Investigating the Multitarget Pharmacological Mechanism of Ursolic Acid Acting on Colon Cancer: A Network Pharmacology Approach

Abstract

Objective. To explore the mechanisms of ursolic acid for treating colon cancer based on network pharmacology. Method. In this study, the potential targets of ursolic acid against colon cancer were predicted and screened through the TCMSP, SYMMAP, Drug Bank, UNI-PROT, and DISGENET databases. The protein interaction (PPI) network was constructed based on the STRING database, and graphs were drawn with the help of Cytoscape software. GO and KEGG enrichment analyses were performed on the targets by using the DAVID database for biological information annotation.
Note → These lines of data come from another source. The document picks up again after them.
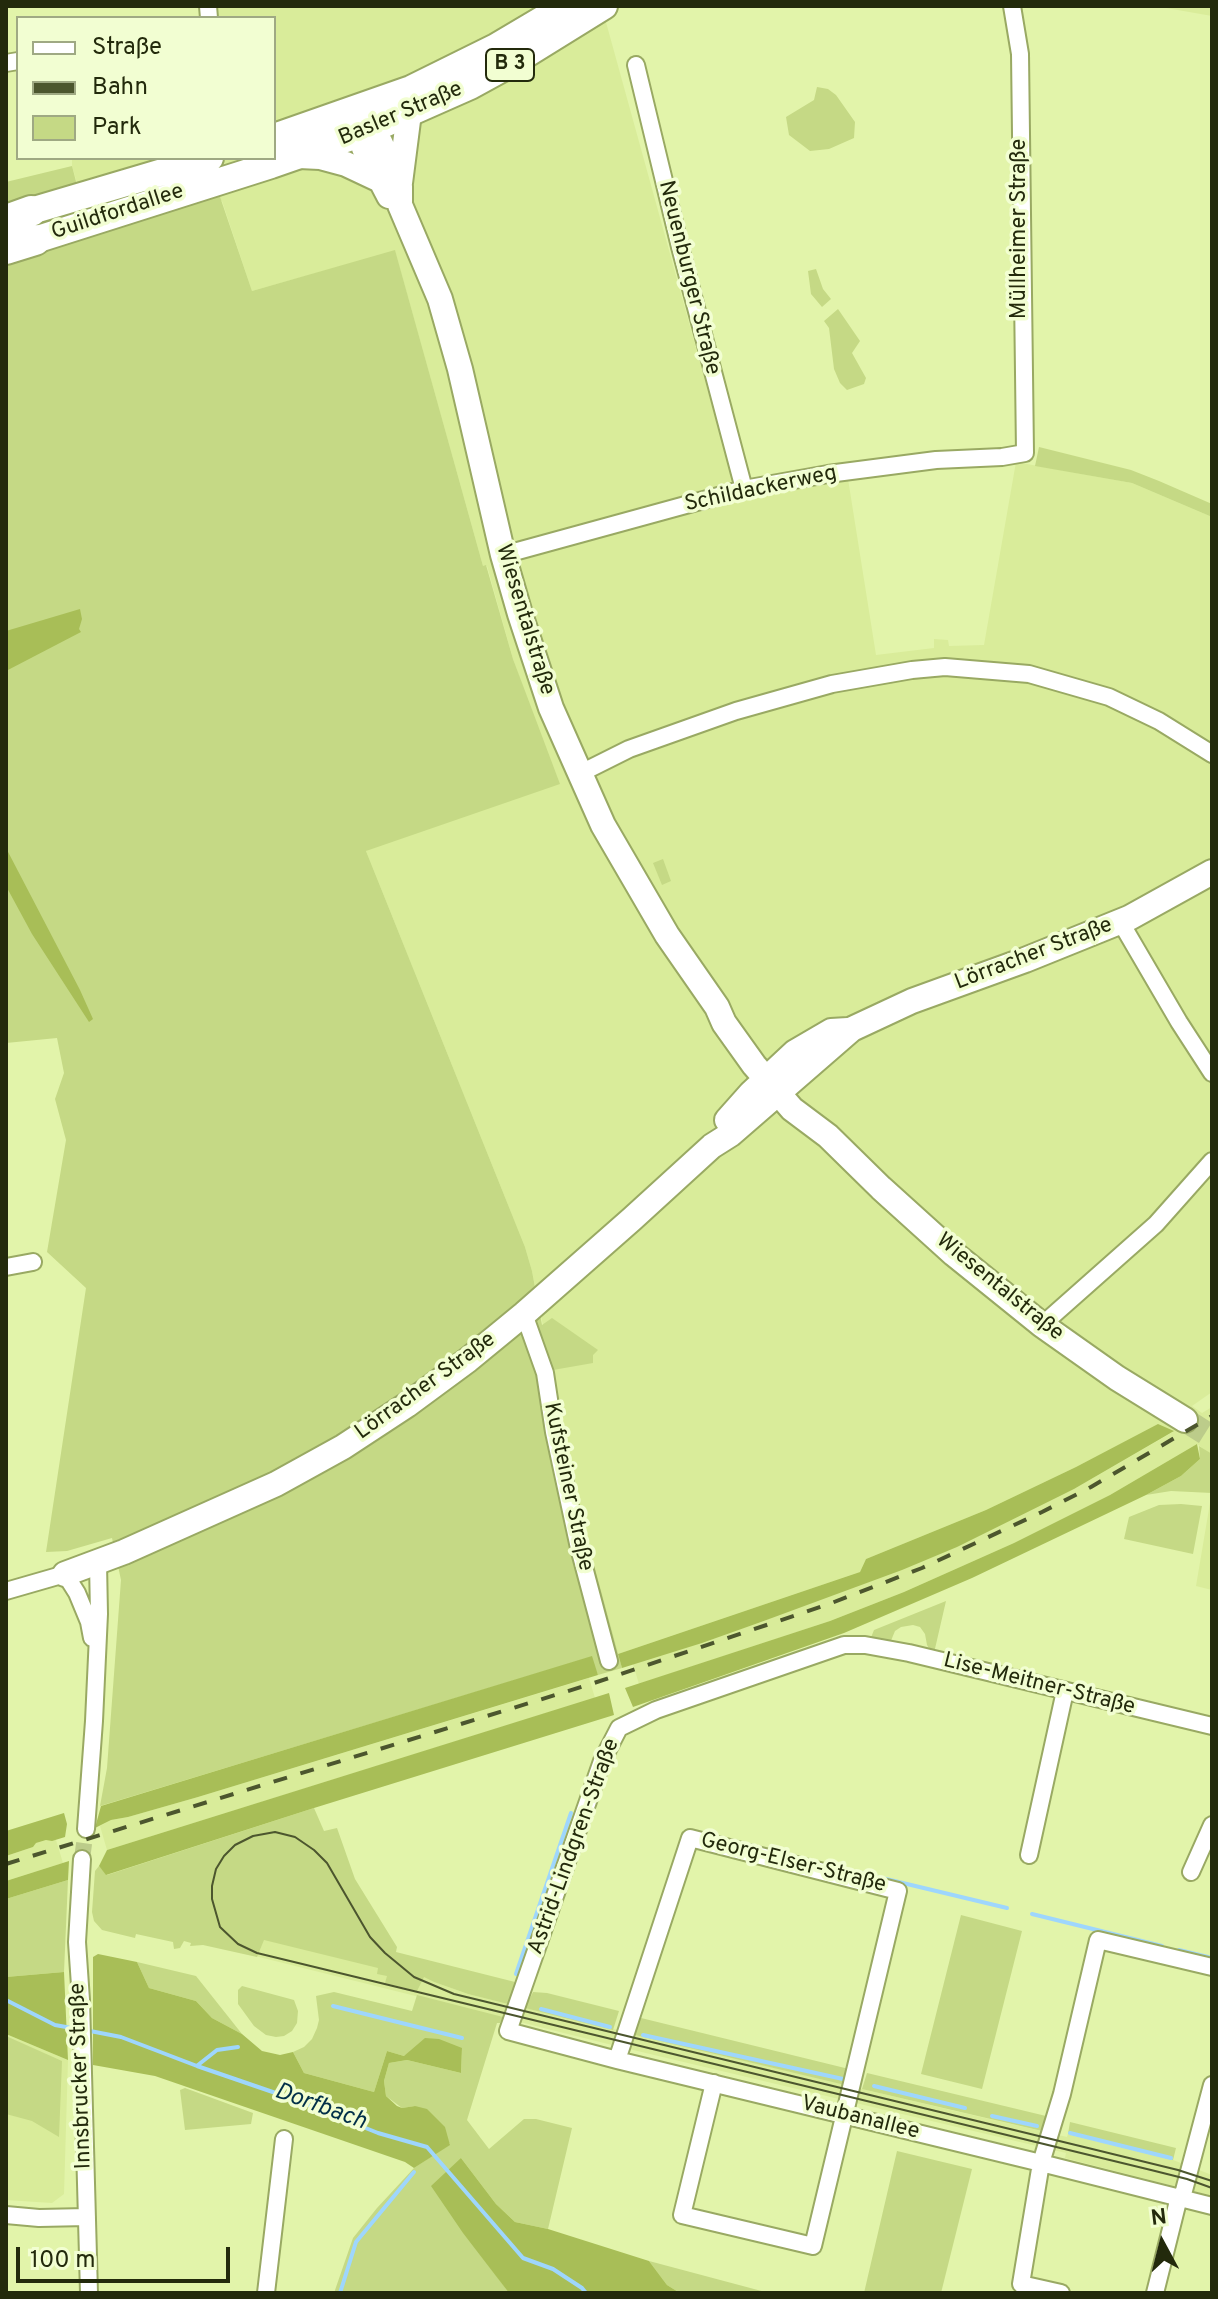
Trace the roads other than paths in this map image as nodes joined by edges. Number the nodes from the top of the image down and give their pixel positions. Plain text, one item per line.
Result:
1 (565, 6) edge
2 (604, 6) edge
3 (1012, 6) edge
4 (636, 65) dead end
5 (409, 113) junction
6 (362, 120) junction
7 (284, 139) edge
8 (204, 160) edge
9 (226, 168) edge
10 (393, 190) junction
11 (24, 224) edge
12 (6, 249) edge
13 (1025, 453) joint
14 (744, 489) junction
15 (503, 555) junction
16 (1212, 754) edge
17 (579, 774) junction
18 (1212, 872) edge
19 (1120, 921) junction
20 (1212, 1073) edge
21 (778, 1081) junction
22 (1212, 1161) edge
23 (33, 1262) dead end
24 (6, 1267) edge
25 (524, 1314) junction
26 (1042, 1325) junction
27 (1185, 1420) tunnel mouth
28 (98, 1563) junction
29 (65, 1574) junction
30 (6, 1591) edge
31 (865, 1645) joint
32 (96, 1656) junction
33 (609, 1661) dead end
34 (1065, 1691) junction
35 (1212, 1726) edge
36 (1212, 1825) edge
37 (86, 1829) tunnel mouth
38 (1029, 1855) dead end
39 (82, 1859) tunnel mouth
40 (1191, 1872) dead end
41 (1212, 1967) edge
42 (508, 2031) joint
43 (617, 2060) junction
44 (714, 2083) junction
45 (1212, 2085) edge
46 (845, 2116) junction
47 (284, 2139) dead end
48 (1041, 2163) junction
49 (1181, 2198) junction
50 (1212, 2206) edge
51 (6, 2215) edge
52 (87, 2217) junction
53 (89, 2293) edge
54 (266, 2293) edge
55 (1061, 2293) edge
56 (1155, 2293) edge

1 - 6 main road, Basler Straße / B 3
2 - 5 main road, Basler Straße / B 3
3 - 13 street, Müllheimer Straße
4 - 14 street, Neuenburger Straße
5 - 6 main road, Basler Straße / B 3
5 - 10 main road
6 - 7 main road, Basler Straße / B 3
6 - 10 main road, Wiesentalstraße
7 - 10 main road
8 - 11 main road, Guildfordallee / B 3
9 - 11 main road, Guildfordallee / B 3
10 - 15 main road, Wiesentalstraße
11 - 12 highway, Guildfordallee / B 3
13 - 14 street, Schildackerweg
14 - 15 street, Schildackerweg
15 - 17 main road, Wiesentalstraße
16 - 17 street
17 - 21 main road, Wiesentalstraße
18 - 19 main road, Lörracher Straße
19 - 20 street
19 - 21 main road, Lörracher Straße
21 - 25 main road, Lörracher Straße
21 - 26 main road, Wiesentalstraße
22 - 26 street
23 - 24 street
25 - 28 main road, Lörracher Straße
25 - 33 street, Kufsteiner Straße
26 - 27 main road, Wiesentalstraße
28 - 29 main road, Lörracher Straße
28 - 32 street
29 - 30 street
29 - 32 street
31 - 34 street, Lise-Meitner-Straße
31 - 42 street, Astrid-Lindgren-Straße
32 - 37 street
34 - 35 street, Lise-Meitner-Straße
34 - 38 street
36 - 40 street
39 - 52 street, Innsbrucker Straße
41 - 48 street
42 - 43 street, Vaubanallee
43 - 44 street, Vaubanallee
43 - 46 street, Georg-Elser-Straße
44 - 46 street, Vaubanallee
44 - 46 street
45 - 49 street
46 - 48 street, Vaubanallee
47 - 54 street
48 - 49 street, Vaubanallee
48 - 55 street
49 - 50 street, Vaubanallee
49 - 56 street
51 - 52 street
52 - 53 street, Innsbrucker Straße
Results. Ursolic acid has 113 targets in the treatment of colon cancer. The core targets included interleukin-6 (IL-6), mitogen-activated protein kinase 3 (MAPK3), vascular endothelial growth factor receptor (VEGFA), prostaglandin endoperoxide synthase 2 (PTGS2), caspase-3 (CASP3), mitogen-activated protein kinase 8 (MAPK8), tumor necrosis factor (TNF), cyclin D1 (CCND1), JUN, signal transducer and transcriptional activator 3 (STAT3), and other targets. The first 10 pathways related to colon cancer were screened out. The main signaling pathways included the TNF signaling pathway and the AGE-RAGE signaling pathway in diabetic complications and human colon cancer infections. Conclusion. This study revealed that ursolic acid played a multitarget and multichannel antitumor role by inhibiting the proliferation of tumor cells, inducing apoptosis, and enhancing antiangiogenesis.